## Problem
Across the records below, how many lines include the word "dead"? State only the number.

(Saved entries)
────────────────────────────────────────

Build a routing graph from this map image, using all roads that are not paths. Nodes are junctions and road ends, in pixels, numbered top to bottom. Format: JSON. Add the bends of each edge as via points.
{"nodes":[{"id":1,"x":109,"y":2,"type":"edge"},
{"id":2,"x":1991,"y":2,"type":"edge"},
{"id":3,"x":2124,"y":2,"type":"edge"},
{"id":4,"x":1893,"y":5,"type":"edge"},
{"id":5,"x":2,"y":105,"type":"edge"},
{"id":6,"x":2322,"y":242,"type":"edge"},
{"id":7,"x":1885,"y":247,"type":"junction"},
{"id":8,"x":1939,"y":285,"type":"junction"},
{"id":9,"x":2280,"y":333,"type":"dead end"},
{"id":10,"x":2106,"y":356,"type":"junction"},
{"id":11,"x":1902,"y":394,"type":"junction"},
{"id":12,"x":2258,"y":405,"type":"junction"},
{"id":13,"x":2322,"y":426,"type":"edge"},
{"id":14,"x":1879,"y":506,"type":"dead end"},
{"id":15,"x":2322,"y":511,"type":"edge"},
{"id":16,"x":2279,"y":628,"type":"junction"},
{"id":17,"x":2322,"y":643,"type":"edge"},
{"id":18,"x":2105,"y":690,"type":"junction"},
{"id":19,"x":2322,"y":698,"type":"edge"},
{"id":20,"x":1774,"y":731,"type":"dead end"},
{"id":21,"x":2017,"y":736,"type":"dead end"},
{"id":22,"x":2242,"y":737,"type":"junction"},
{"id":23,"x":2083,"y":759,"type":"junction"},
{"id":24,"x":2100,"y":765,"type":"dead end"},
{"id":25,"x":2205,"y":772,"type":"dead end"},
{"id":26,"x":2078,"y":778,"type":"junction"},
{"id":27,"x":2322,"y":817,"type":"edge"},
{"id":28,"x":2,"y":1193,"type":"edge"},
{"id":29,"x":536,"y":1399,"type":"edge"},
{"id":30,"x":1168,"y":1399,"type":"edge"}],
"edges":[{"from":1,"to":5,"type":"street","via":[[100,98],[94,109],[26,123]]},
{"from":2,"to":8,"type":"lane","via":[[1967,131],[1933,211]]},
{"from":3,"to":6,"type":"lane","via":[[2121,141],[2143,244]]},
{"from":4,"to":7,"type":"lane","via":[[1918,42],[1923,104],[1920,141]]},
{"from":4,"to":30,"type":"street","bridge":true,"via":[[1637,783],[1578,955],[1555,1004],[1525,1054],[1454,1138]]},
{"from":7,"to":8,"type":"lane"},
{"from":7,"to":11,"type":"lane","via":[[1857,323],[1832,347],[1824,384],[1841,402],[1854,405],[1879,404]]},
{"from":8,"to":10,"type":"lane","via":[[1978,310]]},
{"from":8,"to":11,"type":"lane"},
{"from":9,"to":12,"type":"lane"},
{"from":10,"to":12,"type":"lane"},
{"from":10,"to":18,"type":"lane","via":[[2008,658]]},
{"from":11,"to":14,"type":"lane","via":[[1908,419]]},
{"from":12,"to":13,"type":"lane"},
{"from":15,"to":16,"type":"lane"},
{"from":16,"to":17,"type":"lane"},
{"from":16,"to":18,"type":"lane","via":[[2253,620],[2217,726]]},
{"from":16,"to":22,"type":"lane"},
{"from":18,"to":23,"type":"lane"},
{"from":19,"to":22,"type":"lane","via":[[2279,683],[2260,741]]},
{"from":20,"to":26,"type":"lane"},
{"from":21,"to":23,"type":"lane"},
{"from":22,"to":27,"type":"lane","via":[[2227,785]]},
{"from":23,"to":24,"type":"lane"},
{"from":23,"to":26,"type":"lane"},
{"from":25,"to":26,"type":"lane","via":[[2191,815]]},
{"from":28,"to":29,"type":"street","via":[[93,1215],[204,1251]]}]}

────────────────────────────────────────

## Task output
6